Simply trying to install new python packages with pip3 install <packagename> will therefore fail, because using the system-installation python points to root-owned locations on that specific node.

$ pip3 install hmmlearn Collecting hmmlearn Downloading https://files.pythonhosted.org/packages/1f/58/d8aa966456550e3741043b6345d63f62740b4ff3f749bde0c2fb6acde2c5/hmmlearn-0.2.6-cp36-cp36m-manylinux_2_5_x86_64.manylinux1_x86_64.whl (367kB) 100% |████████████████████████████████| 368kB 1.4MB/s ... Installing collected packages: numpy, scipy, threadpoolctl, joblib, scikit-learn, hmmlearn Exception: Traceback (most recent call last): ... PermissionError: [Errno 13] Permission denied: '/usr/local/lib64/python3.6'

As you can see, pip3 install points to /usr/local/lib64/, and you get a PermissionError.

Installing on a specific node is counterproductive to HPC computing, as it's undesirable to rely on resources from a specific node for computation. Instead, it's preferable for packages to be installed on shared storage, which is accessible from every node within the supercomputer.

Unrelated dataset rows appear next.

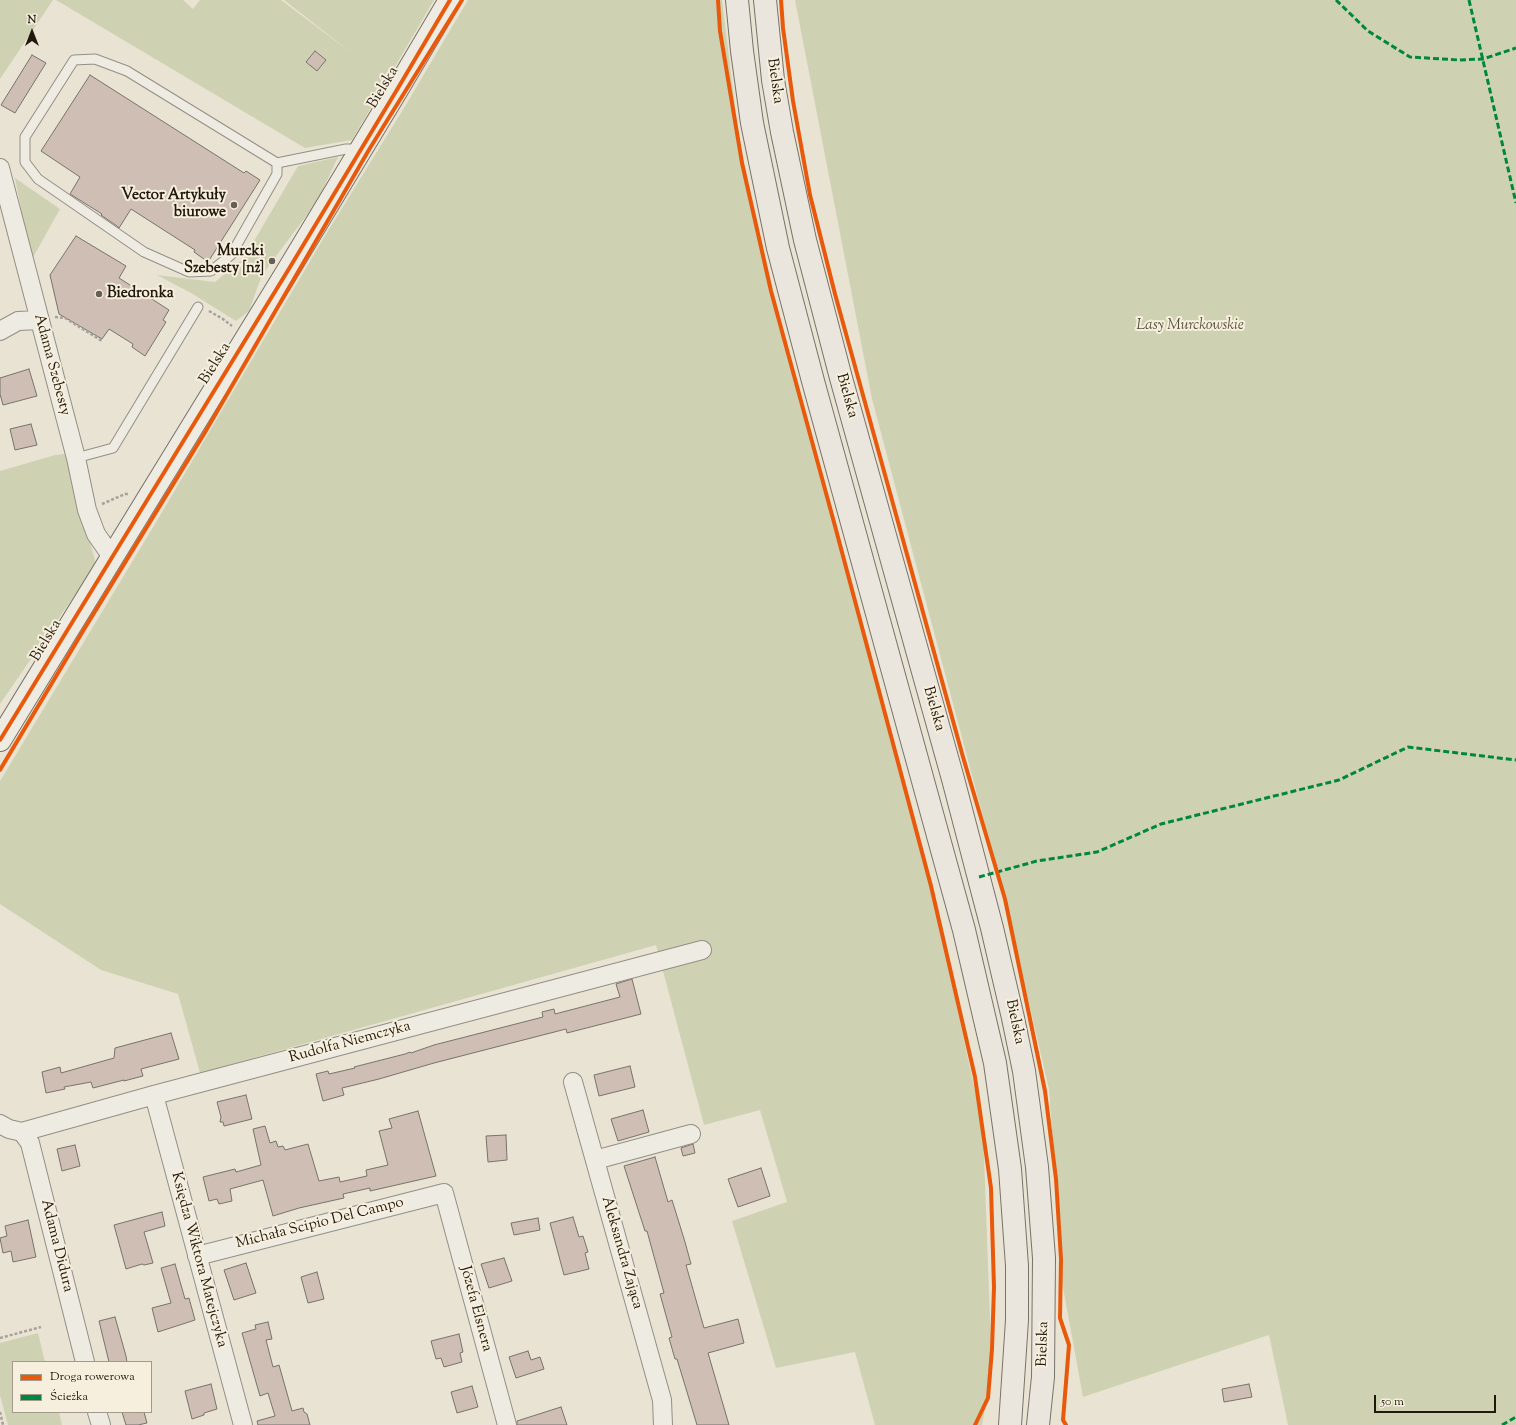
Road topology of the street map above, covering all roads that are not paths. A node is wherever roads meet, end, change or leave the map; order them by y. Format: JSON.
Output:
{"nodes":[{"id":1,"x":450,"y":0,"type":"edge"},
{"id":2,"x":737,"y":0,"type":"edge"},
{"id":3,"x":765,"y":0,"type":"edge"},
{"id":4,"x":361,"y":149,"type":"junction"},
{"id":5,"x":277,"y":163,"type":"junction"},
{"id":6,"x":0,"y":168,"type":"edge"},
{"id":7,"x":198,"y":307,"type":"dead end"},
{"id":8,"x":48,"y":318,"type":"junction"},
{"id":9,"x":0,"y":330,"type":"edge"},
{"id":10,"x":76,"y":458,"type":"junction"},
{"id":11,"x":112,"y":557,"type":"junction"},
{"id":12,"x":0,"y":740,"type":"edge"},
{"id":13,"x":702,"y":950,"type":"dead end"},
{"id":14,"x":573,"y":1082,"type":"dead end"},
{"id":15,"x":154,"y":1095,"type":"junction"},
{"id":16,"x":0,"y":1124,"type":"edge"},
{"id":17,"x":22,"y":1132,"type":"junction"},
{"id":18,"x":691,"y":1134,"type":"dead end"},
{"id":19,"x":595,"y":1160,"type":"junction"},
{"id":20,"x":444,"y":1193,"type":"joint"},
{"id":21,"x":197,"y":1256,"type":"junction"},
{"id":22,"x":85,"y":1361,"type":"edge"},
{"id":23,"x":97,"y":1413,"type":"edge"},
{"id":24,"x":101,"y":1425,"type":"edge"},
{"id":25,"x":243,"y":1425,"type":"edge"},
{"id":26,"x":507,"y":1425,"type":"edge"},
{"id":27,"x":663,"y":1425,"type":"edge"},
{"id":28,"x":1010,"y":1425,"type":"edge"},
{"id":29,"x":1038,"y":1425,"type":"edge"}],
"edges":[{"from":1,"to":4,"type":"street","name":"Bielska"},
{"from":2,"to":28,"type":"main road","name":"Bielska"},
{"from":3,"to":29,"type":"main road","name":"Bielska"},
{"from":4,"to":5,"type":"lane"},
{"from":4,"to":11,"type":"street","name":"Bielska"},
{"from":5,"to":5,"type":"lane"},
{"from":6,"to":8,"type":"street","name":"Adama Szebesty"},
{"from":7,"to":10,"type":"lane"},
{"from":8,"to":9,"type":"street"},
{"from":8,"to":10,"type":"street","name":"Adama Szebesty"},
{"from":10,"to":11,"type":"street","name":"Adama Szebesty"},
{"from":11,"to":12,"type":"street","name":"Bielska"},
{"from":13,"to":15,"type":"street","name":"Rudolfa Niemczyka"},
{"from":14,"to":19,"type":"street","name":"Aleksandra Zająca"},
{"from":15,"to":17,"type":"street","name":"Rudolfa Niemczyka"},
{"from":15,"to":21,"type":"street","name":"Księdza Wiktora Matejczyka"},
{"from":16,"to":17,"type":"street"},
{"from":17,"to":22,"type":"street","name":"Adama Didura"},
{"from":18,"to":19,"type":"street"},
{"from":19,"to":27,"type":"street","name":"Aleksandra Zająca"},
{"from":20,"to":21,"type":"street","name":"Michała Scipio Del Campo"},
{"from":20,"to":26,"type":"street","name":"Józefa Elsnera"},
{"from":21,"to":25,"type":"street","name":"Księdza Wiktora Matejczyka"},
{"from":23,"to":24,"type":"street"}]}
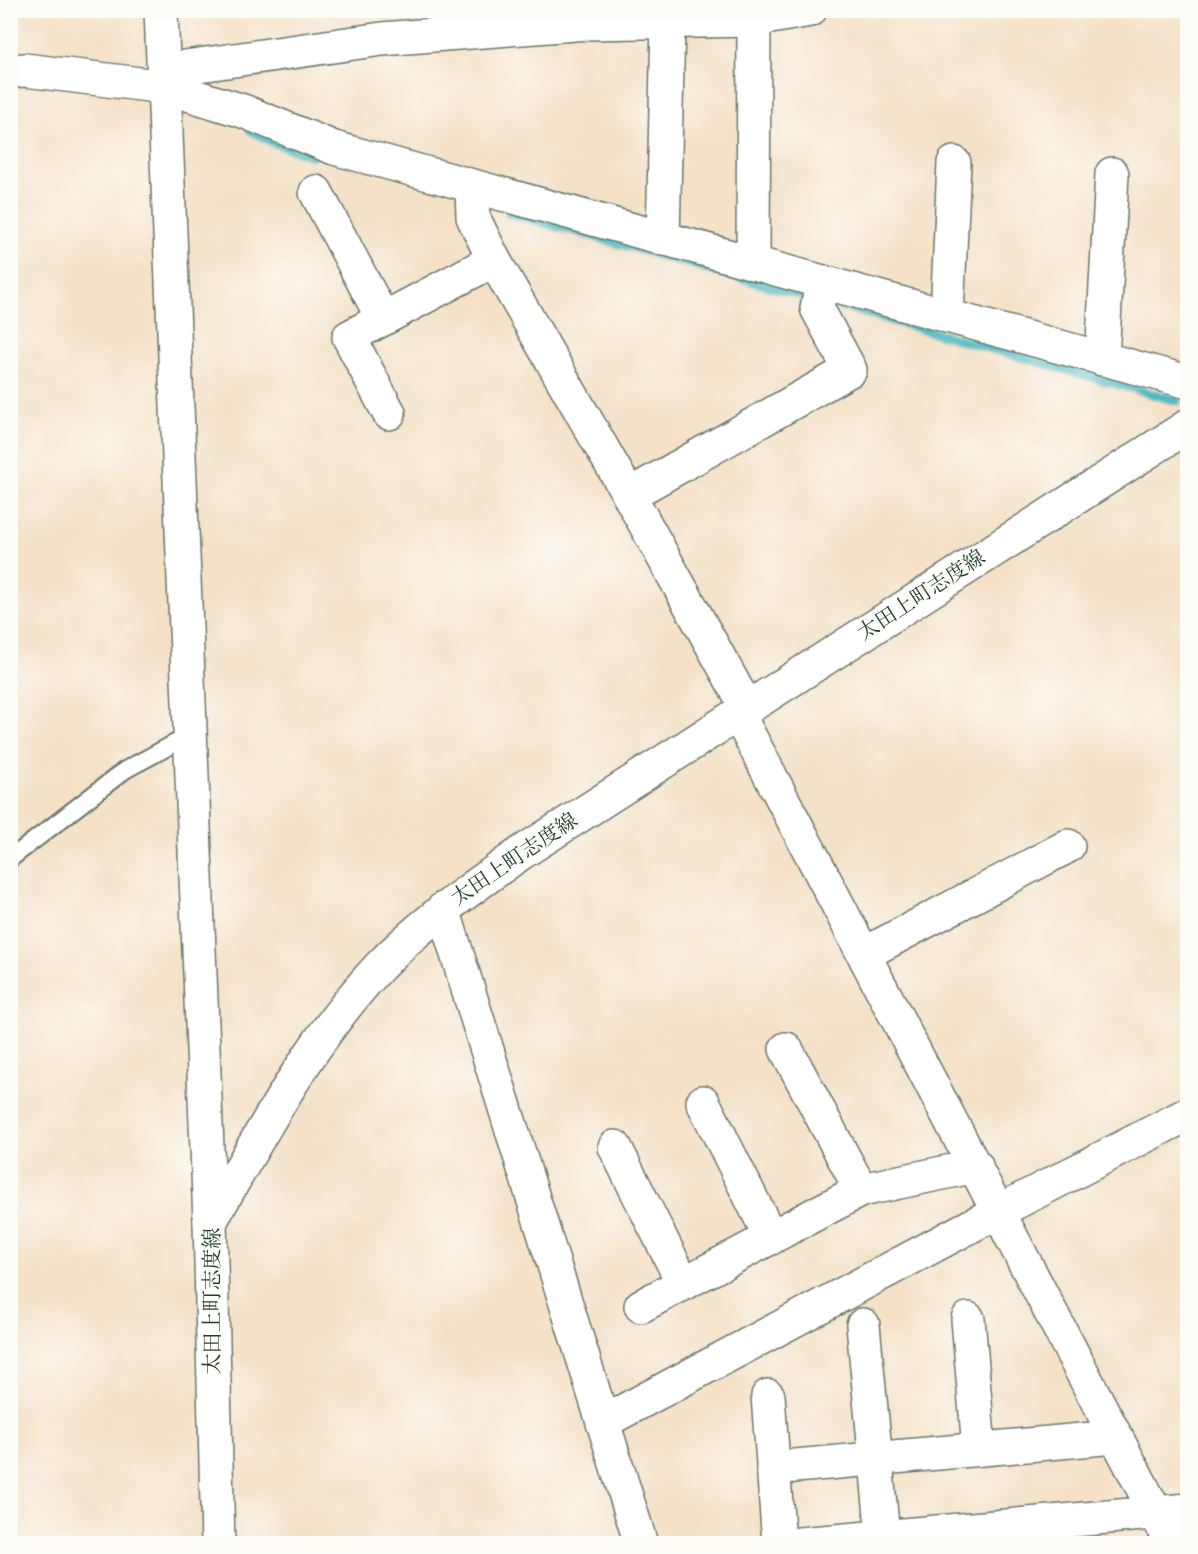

Examples of shared storage include:

  1. /home/[myasurite]

  2. /scratch/[myasurite]

  3. /data/grp_[mygrp]

How to Install on Shared Storage

The Pip Way

$ pip3 install --user hmmlearn

Applying the --user flag tells pip to install to the user’s $HOME directory, where users have full permissions. These files are put into ~/.local/lib/python3.6/site-packages, where 3.6 matches the version of python/pip currently first in your $PATH variable.

Because your $HOME is mounted on every node you connect to (and your jobs connect to), you can rely on these packages to be available for import any time you use any 3.6 version of python.

The Mamba Way

$ module load mamba/latest $ mamba create -n myenv $ source activate myenv (myenv) $ pip install hmmlearn

It is preferable to use mamba install rather than pip install where possible, but sometimes packages are only available through pip.

When using pip with mamba, there is no need to use --user because pip is contained within and already pointed to your mamba environment. Thus, installing packages with pip in this scenario will direct files to .conda/envs/myenv/lib/python3.6/site-packages.

Using --user will still work (by putting the files in the file tree described above), but generally is not advisable.

(qiime2-2021.4) ]$ which python ~/.conda/envs/qiime2-2021.4/bin/python (qiime2-2021.4) $ which pip3 ~/.conda/envs/qiime2-2021.4/bin/pip3

As you can see, an mamba environment can instead have its own python and pip binaries, ensuring no environment or python conflicts.

Summary of Installation Methods

Method

Using Mamba?

Target Destination

Recommended?

Method

Using Mamba?

Target Destination

Recommended?

pip

no

/usr/local/lib64/

no

pip

yes

~/.conda/envs/[myenv]

yes

pip --user

no

~/.local/lib/python/3.x/site-libraries

sometimes

pip --user

yes

~/.local/lib/python/3.x/site-libraries

no

conda install

yes

~/.conda/envs/[myenv]

yes